What the exercise asks =
Copy every line from the data below in which the string "Toshogu" can be found.

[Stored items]
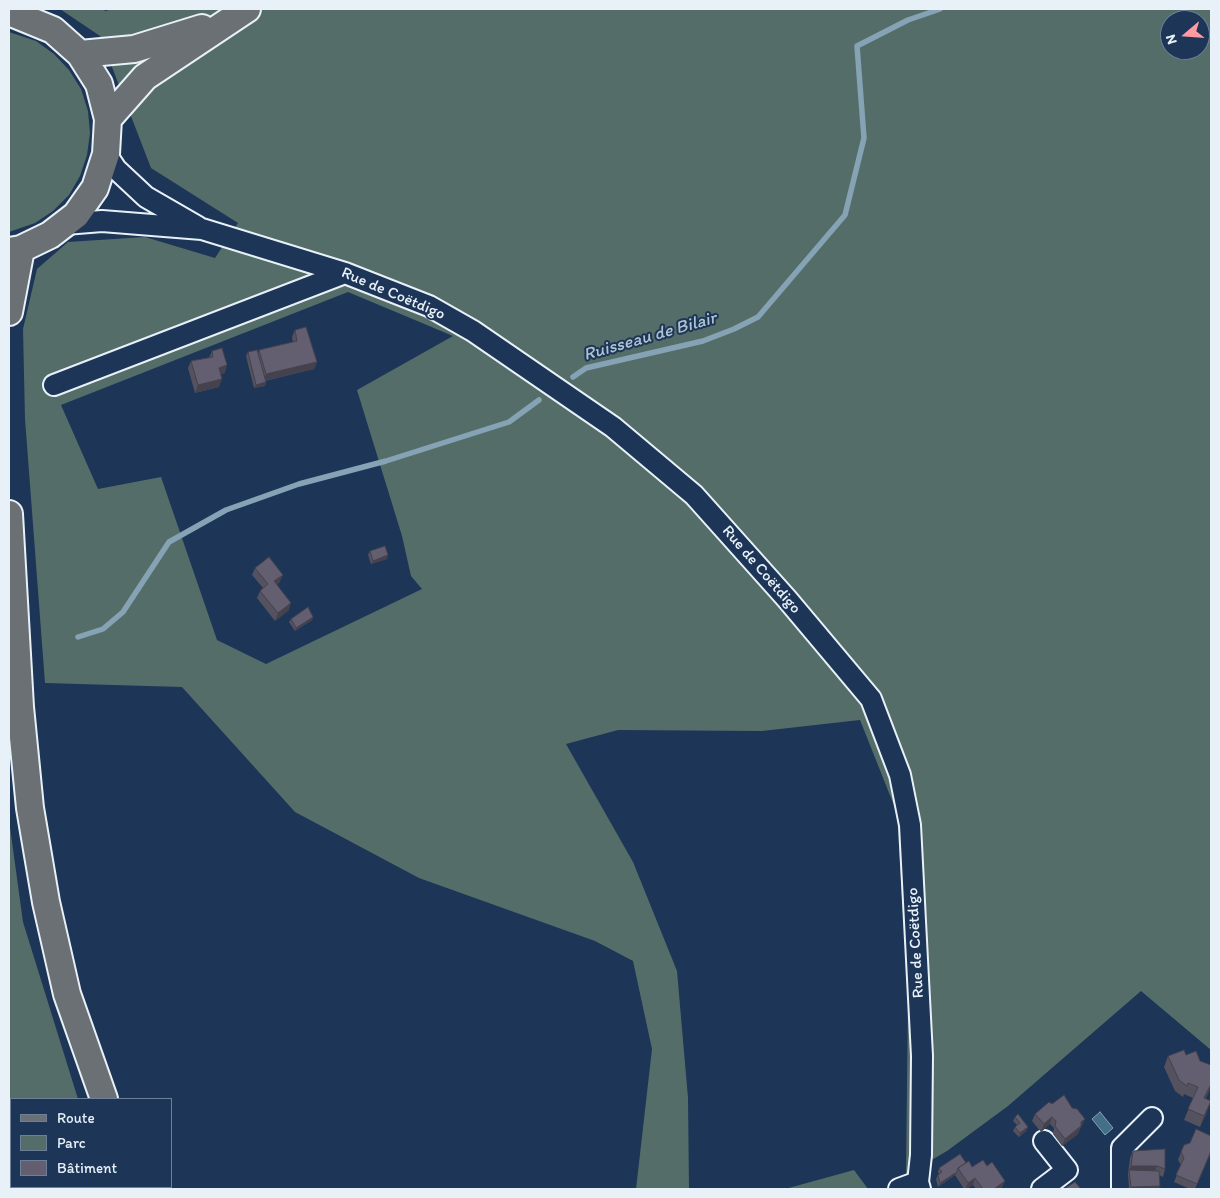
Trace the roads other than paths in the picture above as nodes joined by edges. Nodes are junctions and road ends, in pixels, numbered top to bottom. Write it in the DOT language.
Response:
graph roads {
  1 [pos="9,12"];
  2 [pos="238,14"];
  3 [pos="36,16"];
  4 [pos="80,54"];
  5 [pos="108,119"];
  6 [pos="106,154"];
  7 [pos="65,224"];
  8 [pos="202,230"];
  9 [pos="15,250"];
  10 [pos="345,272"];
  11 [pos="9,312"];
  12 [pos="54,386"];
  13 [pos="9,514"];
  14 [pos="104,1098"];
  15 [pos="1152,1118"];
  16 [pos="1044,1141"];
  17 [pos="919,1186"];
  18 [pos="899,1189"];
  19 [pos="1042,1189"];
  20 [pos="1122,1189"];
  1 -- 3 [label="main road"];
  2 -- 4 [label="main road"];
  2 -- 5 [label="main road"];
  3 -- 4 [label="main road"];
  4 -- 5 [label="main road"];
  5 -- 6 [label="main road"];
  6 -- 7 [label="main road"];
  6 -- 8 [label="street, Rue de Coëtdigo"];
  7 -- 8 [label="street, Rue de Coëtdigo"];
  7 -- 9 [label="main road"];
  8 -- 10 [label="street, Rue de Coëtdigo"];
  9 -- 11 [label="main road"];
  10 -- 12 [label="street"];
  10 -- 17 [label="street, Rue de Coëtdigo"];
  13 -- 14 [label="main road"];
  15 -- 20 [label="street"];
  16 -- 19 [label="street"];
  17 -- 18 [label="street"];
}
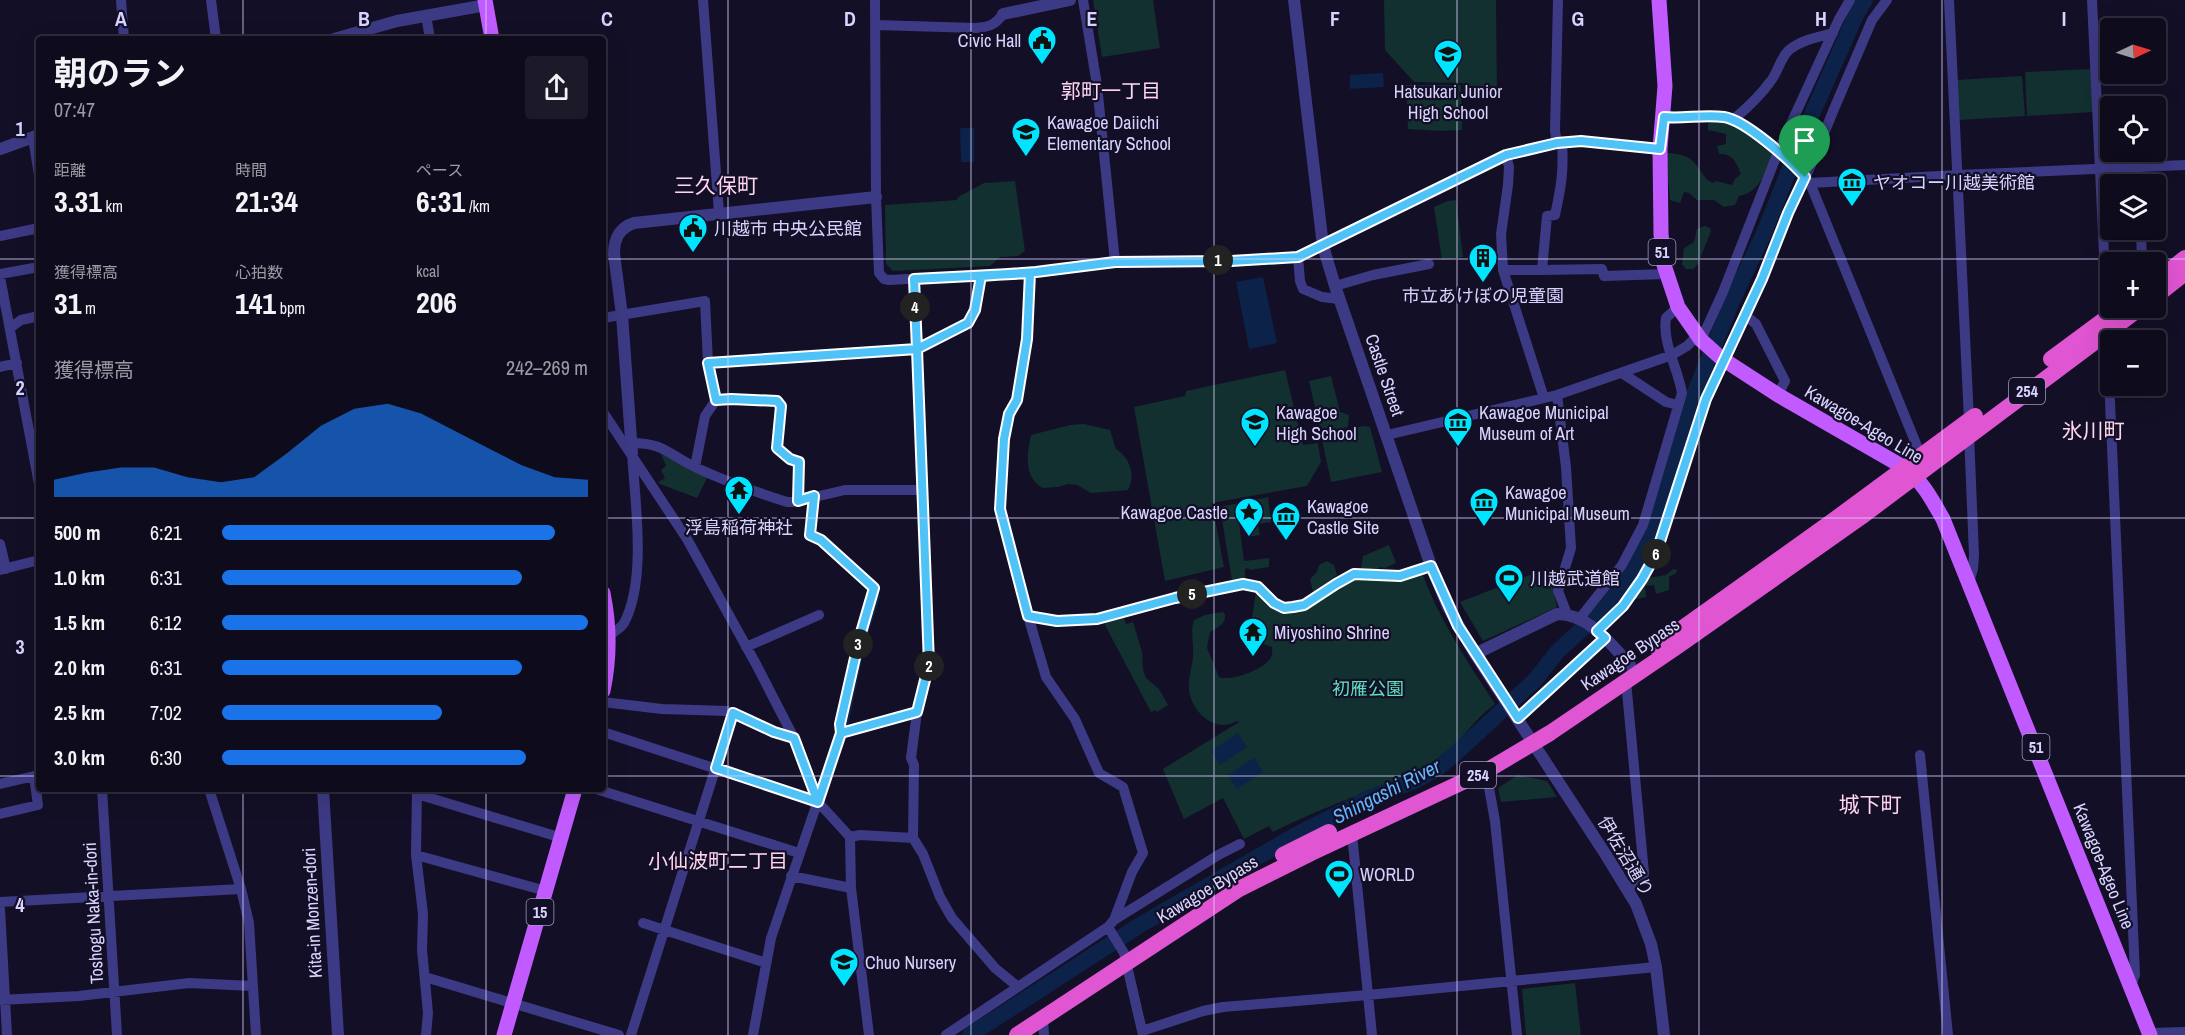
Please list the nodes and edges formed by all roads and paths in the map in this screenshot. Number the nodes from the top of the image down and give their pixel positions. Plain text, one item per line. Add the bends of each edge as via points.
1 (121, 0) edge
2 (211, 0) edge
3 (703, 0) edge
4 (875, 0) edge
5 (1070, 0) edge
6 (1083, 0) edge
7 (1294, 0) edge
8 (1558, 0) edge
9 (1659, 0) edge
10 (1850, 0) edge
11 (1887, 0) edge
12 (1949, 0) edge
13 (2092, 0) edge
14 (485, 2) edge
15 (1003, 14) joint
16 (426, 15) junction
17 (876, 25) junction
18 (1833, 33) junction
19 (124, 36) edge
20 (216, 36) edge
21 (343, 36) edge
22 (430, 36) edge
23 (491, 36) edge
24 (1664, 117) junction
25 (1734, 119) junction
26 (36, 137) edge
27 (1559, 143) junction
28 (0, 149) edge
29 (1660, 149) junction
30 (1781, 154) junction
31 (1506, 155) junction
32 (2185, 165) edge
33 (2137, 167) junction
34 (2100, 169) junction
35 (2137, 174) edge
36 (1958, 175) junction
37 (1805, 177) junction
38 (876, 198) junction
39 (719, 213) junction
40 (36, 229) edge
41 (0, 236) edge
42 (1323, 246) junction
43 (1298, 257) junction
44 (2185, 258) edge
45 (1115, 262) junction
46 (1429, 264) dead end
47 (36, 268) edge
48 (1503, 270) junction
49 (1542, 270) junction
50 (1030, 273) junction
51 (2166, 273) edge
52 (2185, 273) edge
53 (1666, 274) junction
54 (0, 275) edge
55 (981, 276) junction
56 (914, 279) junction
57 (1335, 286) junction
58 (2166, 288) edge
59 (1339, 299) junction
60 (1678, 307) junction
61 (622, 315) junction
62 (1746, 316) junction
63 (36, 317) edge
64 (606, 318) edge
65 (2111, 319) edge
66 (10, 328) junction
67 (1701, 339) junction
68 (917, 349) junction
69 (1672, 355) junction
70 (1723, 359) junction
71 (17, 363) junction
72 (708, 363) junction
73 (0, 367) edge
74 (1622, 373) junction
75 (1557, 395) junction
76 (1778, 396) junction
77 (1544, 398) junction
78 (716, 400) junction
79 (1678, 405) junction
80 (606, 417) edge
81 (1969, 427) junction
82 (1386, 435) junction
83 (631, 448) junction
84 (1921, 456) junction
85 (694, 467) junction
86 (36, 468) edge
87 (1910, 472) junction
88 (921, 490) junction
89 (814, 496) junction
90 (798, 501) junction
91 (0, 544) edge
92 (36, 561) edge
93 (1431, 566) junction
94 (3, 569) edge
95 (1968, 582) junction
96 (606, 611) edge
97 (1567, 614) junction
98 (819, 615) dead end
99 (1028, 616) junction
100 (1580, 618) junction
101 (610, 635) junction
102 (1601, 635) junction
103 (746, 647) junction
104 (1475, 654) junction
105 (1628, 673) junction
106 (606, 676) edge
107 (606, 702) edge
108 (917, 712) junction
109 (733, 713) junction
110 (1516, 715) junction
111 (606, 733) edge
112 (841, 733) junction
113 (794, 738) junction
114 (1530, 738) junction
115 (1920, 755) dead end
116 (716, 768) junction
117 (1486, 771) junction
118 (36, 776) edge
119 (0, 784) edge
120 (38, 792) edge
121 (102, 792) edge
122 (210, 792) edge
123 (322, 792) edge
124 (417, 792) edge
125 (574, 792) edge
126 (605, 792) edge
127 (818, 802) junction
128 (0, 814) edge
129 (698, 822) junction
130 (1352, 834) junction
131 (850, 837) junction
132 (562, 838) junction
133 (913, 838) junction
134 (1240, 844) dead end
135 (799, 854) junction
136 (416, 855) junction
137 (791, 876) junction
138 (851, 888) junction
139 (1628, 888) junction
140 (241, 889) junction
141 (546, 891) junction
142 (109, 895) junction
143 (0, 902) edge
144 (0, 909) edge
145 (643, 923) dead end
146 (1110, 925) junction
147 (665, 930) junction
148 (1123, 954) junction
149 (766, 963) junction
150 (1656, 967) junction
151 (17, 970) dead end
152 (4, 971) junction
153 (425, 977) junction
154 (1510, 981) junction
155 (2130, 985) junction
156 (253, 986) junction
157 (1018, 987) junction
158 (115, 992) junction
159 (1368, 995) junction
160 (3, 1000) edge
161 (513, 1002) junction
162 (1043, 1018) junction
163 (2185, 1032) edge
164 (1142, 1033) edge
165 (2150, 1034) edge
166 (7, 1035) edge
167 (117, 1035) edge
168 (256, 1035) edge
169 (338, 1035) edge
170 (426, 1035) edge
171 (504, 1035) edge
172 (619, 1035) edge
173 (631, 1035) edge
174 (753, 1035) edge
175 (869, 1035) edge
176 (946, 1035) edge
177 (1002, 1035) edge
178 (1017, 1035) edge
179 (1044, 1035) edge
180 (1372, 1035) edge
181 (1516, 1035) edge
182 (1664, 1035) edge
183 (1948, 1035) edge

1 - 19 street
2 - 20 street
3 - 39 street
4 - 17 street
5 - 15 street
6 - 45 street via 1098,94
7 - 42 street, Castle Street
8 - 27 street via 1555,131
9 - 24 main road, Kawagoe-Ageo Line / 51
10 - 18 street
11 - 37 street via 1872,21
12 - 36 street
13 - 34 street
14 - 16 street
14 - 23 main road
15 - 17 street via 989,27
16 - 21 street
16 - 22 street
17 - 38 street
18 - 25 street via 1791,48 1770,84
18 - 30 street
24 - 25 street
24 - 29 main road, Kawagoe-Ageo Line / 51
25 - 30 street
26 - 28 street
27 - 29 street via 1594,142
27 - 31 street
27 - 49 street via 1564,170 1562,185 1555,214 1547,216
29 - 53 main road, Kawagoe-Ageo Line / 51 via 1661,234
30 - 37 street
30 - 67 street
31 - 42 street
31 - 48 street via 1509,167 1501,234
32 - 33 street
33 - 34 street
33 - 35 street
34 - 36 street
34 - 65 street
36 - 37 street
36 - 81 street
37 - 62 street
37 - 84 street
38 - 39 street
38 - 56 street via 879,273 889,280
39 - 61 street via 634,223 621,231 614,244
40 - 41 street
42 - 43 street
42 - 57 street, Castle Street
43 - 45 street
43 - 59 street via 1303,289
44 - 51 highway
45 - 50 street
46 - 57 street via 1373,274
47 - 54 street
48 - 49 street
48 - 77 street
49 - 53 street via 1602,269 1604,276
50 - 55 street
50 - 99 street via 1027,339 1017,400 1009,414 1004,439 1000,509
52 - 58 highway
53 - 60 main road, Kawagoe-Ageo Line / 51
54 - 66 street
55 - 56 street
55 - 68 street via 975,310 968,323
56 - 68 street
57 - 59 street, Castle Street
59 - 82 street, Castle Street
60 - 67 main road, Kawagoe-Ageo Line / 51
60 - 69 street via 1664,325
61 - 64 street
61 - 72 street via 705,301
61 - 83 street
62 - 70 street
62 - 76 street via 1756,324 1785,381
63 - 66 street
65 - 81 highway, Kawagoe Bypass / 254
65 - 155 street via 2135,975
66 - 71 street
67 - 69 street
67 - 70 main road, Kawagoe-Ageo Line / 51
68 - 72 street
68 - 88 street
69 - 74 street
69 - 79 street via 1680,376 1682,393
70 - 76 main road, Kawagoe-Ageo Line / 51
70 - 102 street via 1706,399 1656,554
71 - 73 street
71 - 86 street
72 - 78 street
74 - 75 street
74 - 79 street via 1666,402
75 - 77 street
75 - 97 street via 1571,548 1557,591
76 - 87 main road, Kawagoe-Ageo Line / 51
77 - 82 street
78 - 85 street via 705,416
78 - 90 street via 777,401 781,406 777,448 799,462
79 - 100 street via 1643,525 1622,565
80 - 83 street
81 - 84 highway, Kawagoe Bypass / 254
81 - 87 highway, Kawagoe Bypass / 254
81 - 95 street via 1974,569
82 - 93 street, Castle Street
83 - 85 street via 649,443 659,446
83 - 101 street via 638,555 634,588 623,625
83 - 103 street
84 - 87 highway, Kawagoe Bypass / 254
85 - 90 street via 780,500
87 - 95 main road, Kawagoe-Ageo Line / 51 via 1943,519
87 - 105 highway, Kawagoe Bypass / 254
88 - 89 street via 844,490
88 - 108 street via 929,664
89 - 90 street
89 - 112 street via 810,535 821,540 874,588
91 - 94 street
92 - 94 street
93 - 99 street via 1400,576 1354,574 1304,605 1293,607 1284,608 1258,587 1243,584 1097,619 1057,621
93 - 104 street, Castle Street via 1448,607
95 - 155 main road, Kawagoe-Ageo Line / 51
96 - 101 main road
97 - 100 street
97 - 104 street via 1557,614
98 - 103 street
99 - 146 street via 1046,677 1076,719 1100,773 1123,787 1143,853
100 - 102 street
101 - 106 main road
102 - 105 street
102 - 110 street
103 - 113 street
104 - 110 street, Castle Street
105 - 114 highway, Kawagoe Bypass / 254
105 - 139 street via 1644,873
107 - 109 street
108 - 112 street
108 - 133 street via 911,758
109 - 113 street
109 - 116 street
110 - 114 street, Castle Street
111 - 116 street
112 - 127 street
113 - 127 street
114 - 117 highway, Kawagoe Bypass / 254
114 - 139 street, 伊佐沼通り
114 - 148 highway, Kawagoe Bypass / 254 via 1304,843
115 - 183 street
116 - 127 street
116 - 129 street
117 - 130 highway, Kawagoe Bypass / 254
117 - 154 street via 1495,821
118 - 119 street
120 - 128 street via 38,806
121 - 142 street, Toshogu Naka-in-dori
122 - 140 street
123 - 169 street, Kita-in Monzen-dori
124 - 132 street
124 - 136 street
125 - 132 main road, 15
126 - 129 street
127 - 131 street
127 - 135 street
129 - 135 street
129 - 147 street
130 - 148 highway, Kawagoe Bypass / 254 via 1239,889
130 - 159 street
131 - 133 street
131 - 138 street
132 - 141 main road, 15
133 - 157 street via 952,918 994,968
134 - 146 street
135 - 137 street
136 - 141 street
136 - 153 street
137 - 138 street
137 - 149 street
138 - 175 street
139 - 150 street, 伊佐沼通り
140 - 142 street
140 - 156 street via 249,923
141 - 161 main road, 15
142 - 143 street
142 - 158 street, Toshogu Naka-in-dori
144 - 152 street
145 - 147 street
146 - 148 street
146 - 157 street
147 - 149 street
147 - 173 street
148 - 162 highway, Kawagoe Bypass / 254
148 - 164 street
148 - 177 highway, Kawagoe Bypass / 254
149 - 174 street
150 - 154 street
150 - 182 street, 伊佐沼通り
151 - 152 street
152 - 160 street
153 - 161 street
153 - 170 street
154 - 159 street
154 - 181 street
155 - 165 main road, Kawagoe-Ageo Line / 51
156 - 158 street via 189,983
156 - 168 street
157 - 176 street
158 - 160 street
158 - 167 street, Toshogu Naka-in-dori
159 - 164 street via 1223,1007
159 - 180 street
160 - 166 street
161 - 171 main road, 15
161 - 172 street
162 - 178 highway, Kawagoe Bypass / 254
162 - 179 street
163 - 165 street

Output of the exercise =
121 - 142 street, Toshogu Naka-in-dori
142 - 158 street, Toshogu Naka-in-dori
158 - 167 street, Toshogu Naka-in-dori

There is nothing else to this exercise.